## [Activity]
Needed from the entries below: every line that holds the word "Stefana".

== Record extracts ==

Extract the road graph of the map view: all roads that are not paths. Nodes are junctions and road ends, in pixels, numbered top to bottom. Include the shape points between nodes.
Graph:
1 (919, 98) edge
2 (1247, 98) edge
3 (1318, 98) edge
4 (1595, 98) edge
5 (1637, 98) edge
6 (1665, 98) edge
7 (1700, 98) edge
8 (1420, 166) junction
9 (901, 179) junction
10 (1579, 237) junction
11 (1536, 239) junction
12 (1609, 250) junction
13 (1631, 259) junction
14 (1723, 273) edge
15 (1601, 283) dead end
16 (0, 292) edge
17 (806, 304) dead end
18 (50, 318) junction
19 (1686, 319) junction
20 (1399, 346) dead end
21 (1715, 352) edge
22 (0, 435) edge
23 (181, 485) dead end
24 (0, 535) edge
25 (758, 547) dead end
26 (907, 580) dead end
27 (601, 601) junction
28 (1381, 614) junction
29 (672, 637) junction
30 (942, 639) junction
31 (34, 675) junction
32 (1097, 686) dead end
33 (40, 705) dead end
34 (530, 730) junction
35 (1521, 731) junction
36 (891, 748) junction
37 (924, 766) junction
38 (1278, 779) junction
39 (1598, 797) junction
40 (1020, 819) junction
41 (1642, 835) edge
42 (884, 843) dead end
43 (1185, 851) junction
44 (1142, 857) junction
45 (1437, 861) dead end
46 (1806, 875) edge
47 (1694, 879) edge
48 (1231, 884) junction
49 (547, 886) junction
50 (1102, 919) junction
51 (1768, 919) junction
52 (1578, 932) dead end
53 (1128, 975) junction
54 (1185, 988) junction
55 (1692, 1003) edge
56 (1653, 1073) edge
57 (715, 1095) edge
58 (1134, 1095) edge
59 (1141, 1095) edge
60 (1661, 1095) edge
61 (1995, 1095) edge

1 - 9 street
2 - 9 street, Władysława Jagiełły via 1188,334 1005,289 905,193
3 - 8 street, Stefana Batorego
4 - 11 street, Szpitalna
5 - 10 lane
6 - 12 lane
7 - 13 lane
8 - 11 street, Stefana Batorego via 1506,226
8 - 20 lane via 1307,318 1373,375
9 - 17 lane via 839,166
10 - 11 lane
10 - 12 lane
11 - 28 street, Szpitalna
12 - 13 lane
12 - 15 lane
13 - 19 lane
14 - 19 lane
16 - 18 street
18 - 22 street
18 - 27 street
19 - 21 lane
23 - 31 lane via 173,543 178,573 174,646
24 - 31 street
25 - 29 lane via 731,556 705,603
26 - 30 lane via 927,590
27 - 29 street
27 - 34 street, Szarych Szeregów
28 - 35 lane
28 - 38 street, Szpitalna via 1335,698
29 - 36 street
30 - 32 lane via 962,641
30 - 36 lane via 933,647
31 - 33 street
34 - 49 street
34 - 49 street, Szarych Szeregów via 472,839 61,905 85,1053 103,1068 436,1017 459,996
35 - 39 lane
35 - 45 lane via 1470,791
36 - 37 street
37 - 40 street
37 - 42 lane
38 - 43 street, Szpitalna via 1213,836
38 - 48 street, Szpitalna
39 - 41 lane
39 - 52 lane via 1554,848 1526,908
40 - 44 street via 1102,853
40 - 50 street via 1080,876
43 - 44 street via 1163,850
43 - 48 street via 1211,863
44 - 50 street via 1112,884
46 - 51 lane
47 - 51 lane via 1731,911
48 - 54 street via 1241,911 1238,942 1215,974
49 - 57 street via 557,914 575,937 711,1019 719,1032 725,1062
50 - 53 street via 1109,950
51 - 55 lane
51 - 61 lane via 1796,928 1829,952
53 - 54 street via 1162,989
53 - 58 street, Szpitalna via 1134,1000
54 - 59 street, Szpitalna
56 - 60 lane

===

## [Answer to this task]
3 - 8 street, Stefana Batorego
8 - 11 street, Stefana Batorego via 1506,226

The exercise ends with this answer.